SECURITIES AND EXCHANGE COMMISSION
                             WASHINGTON, D.C. 20549


                                  SCHEDULE 13G

                                (AMENDMENT NO.3)*

                    Under the Securities Exchange Act of 1934


                             FIRST FINANCIAL BANCORP
               --------------------------------------------------
                                (Name of Issuer)

                           COMMON STOCK, NO PAR VALUE
          -------------------------------------------------------------
                         (Title of Class of Securities)


                                    320209109
               ---------------------------------------------------
                                 (CUSIP Number)




        *The remainder of this cover page shall be filled out for a reporting
        person's initial filing on this form with respect to the subject class
        of securities, and for any subsequent amendment containing information
        which would alter the disclosures provided in a prior cover page.
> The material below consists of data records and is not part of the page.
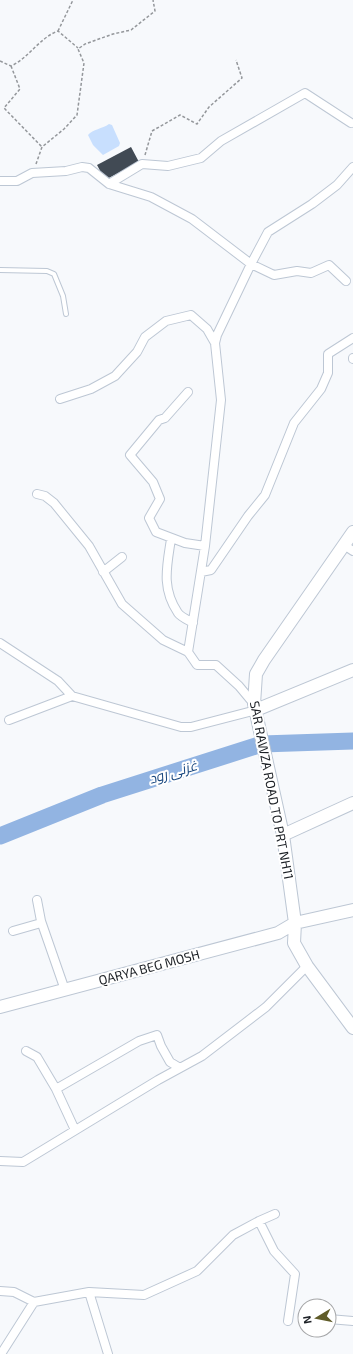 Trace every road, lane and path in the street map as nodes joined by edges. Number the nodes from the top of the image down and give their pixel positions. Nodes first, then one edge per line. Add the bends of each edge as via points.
1 (73, 0) edge
2 (154, 0) edge
3 (58, 31) junction
4 (78, 49) junction
5 (236, 60) dead end
6 (0, 61) edge
7 (11, 66) junction
8 (351, 123) dead end
9 (42, 147) junction
10 (142, 164) junction
11 (353, 167) edge
12 (32, 173) junction
13 (0, 181) edge
14 (109, 184) junction
15 (251, 264) junction
16 (0, 270) edge
17 (346, 281) dead end
18 (66, 314) dead end
19 (353, 338) edge
20 (215, 343) junction
21 (188, 392) dead end
22 (60, 399) dead end
23 (37, 494) dead end
24 (353, 532) edge
25 (171, 539) junction
26 (205, 546) junction
27 (348, 548) edge
28 (122, 557) dead end
29 (103, 572) junction
30 (201, 572) junction
31 (193, 624) junction
32 (0, 643) edge
33 (188, 652) junction
34 (353, 670) edge
35 (72, 696) junction
36 (256, 711) junction
37 (9, 720) dead end
38 (353, 804) edge
39 (283, 835) junction
40 (37, 900) dead end
41 (353, 910) edge
42 (41, 923) junction
43 (295, 923) junction
44 (13, 931) dead end
45 (307, 966) junction
46 (65, 990) junction
47 (0, 1007) edge
48 (353, 1028) edge
49 (26, 1051) dead end
50 (180, 1068) junction
51 (56, 1089) junction
52 (75, 1130) junction
53 (0, 1161) edge
54 (275, 1214) dead end
55 (258, 1221) junction
56 (0, 1291) edge
57 (89, 1292) junction
58 (34, 1302) junction
59 (288, 1320) dead end
60 (337, 1320) edge
61 (353, 1321) edge
62 (1, 1354) edge
63 (108, 1354) edge

1 - 3 path
2 - 4 path via 155,11 131,30 106,36
3 - 4 path
3 - 7 path via 51,33 20,62
4 - 9 path via 84,63 77,115
5 - 10 path via 242,78 209,107 197,124 180,115 152,131
6 - 7 path
7 - 9 path via 20,89 4,108
8 - 10 street via 305,93 221,141 201,158 168,166
9 - 12 path
10 - 14 street
11 - 15 street via 337,185 268,232
12 - 13 street via 17,181
12 - 14 street via 89,168
14 - 15 street via 151,197 192,219
15 - 17 street via 274,275 297,271 312,273 329,265
15 - 20 street
16 - 18 lane via 47,271 54,274 63,296
19 - 30 street via 328,354 328,373 321,389 294,423 265,495 211,570
20 - 22 street via 207,329 191,316 166,321 145,338 137,352 114,376 91,389
20 - 26 street via 221,400
21 - 25 street via 165,418 159,420 130,455 153,482 160,498 149,518 156,532
23 - 29 street via 54,503 89,546
24 - 27 street, SAR RAWZA ROAD TO PRT NH11
25 - 26 street
25 - 31 street via 166,585 178,614
26 - 30 street
27 - 36 street, SAR RAWZA ROAD TO PRT NH11 via 256,674
28 - 29 street
29 - 33 street via 122,604 163,640
30 - 31 street
31 - 33 street
32 - 35 street via 58,681
33 - 36 street via 197,665 216,664 239,686
34 - 36 street
35 - 36 street via 181,727 191,727
35 - 37 street
36 - 39 street, SAR RAWZA ROAD TO PRT NH11
38 - 39 street
39 - 43 street, SAR RAWZA ROAD TO PRT NH11
40 - 42 street
41 - 43 street
42 - 44 street
42 - 46 street
43 - 45 street, SAR RAWZA ROAD TO PRT NH11 via 294,943
43 - 46 street, QARYA BEG MOSH via 278,933
45 - 48 street, SAR RAWZA ROAD TO PRT NH11
45 - 50 street via 266,1007 202,1056
46 - 47 street, QARYA BEG MOSH
49 - 51 street via 37,1057
50 - 51 street via 170,1062 157,1035 139,1041
50 - 52 street
51 - 52 street
52 - 53 street via 23,1162
54 - 55 street
55 - 57 street via 233,1235 197,1271 150,1293 144,1295
55 - 59 street via 274,1251 295,1274
56 - 58 street via 14,1292
57 - 58 street
57 - 63 street
58 - 62 street
60 - 61 street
        The information required in the remainder of this cover page shall not
        be deemed to be "filed" for the purpose of Section 18 of the Securities
        Exchange Act of 1934 ("Act") or otherwise subject to the liabilities of
        that section of the Act but shall be subject to all other provisions of
        the Act (however, see the Notes).
















CUSIP      320209109                                           13G page 2 of 6


---------------------------------------------------------------------------
[1]  Name of Reporting Persons S.S. or I.R.S. Identification Nos.

                           CINCINNATI FINANCIAL CORPORATION 31-0746871
---------------------------------------------------------------------------
[2]  Check the Appropriate Box if a Member of a Group
                                 (a) __________
                                 (b) __________
---------------------------------------------------------------------------
[3]  SEC Use Only


---------------------------------------------------------------------------
[4]  Citizenship or Place of Organization

                                            FAIRFIELD, OHIO
---------------------------------------------------------------------------
Number of                      [5] Sole Voting Power          2,556,230*
Shares                     ------------------------------------------------
                               [6] Shared Voting Power         -0-
Beneficially
Owned By                   ------------------------------------------------
Each                           [7] Sole Dispositive Power  2,556,230
Reporting
Person                     ------------------------------------------------
With                           [8] Shared Dispositive Power         -0-

---------------------------------------------------------------------------
[9]  Aggregate Amount Beneficially Owned By Each Reporting Person

                                                               2,556,230
---------------------------------------------------------------------------
[10]  Check Box
If the Aggregate Amount in Row [9] Excludes Certain Shares

                                                                     N/A
---------------------------------------------------------------------------
[11]  Percent of Class Represented by Amount in Row 9

                                                                     5.5%
---------------------------------------------------------------------------
[12]  Type of Reporting Person*

                                                                   PH, IC
---------------------------------------------------------------------------








                                                                13G Page 3 of 6

Item 1 (a) Name of Issuer:          FIRST FINANCIAL BANCORP



Item 1 (b) Address of issuer's Principal Executive Offices:
                                            300 HIGH STREET
                                            HAMILTON, OHIO 45012


Item 2 (a)  Name of Person Filing:  CINCINNATI FINANCIAL CORPORATION



Item 2 (b)  Address of Principal Business Office:
                                            P.O. BOX 145496
                                            CINCINNATI, OHIO  45250-5496

Item 2 (c)  Citizenship:   OHIO



Item 2 (d) Title of Class of Securities:
                                    COMMON STOCK, NO PAR VALUE


Item 2 (e) CUSIP Number:
                                            320209109


                                            Item 3.  Type of Reporting Person

(a) [ ] Broker or Dealer registered under Section 15 of the Act
(b) [ ] Bank as defined in section 3(a) (6) of the Act
(c) [X] Insurance Company as defined in sections 3(a) (19) of the Act
(d) [ ] Investment Company registered under section 8 of the Investment
        Company Act
(e) [ ] Investment Adviser registered under section 203 of the Investment
        Advisers Act of 1940
(f) [ ] Employees Benefit Plan, Pension Fund which is subject to
        the provisions of the Employee Retirement Income Security Act
        of 1947 or Endowment Fund
(g) [X] Parent Holding Company, in accordance with 240.13d-b (ii) (G)
(h) [ ] Group, in accordance with 240.13d-1 (b) (1) (ii) (H)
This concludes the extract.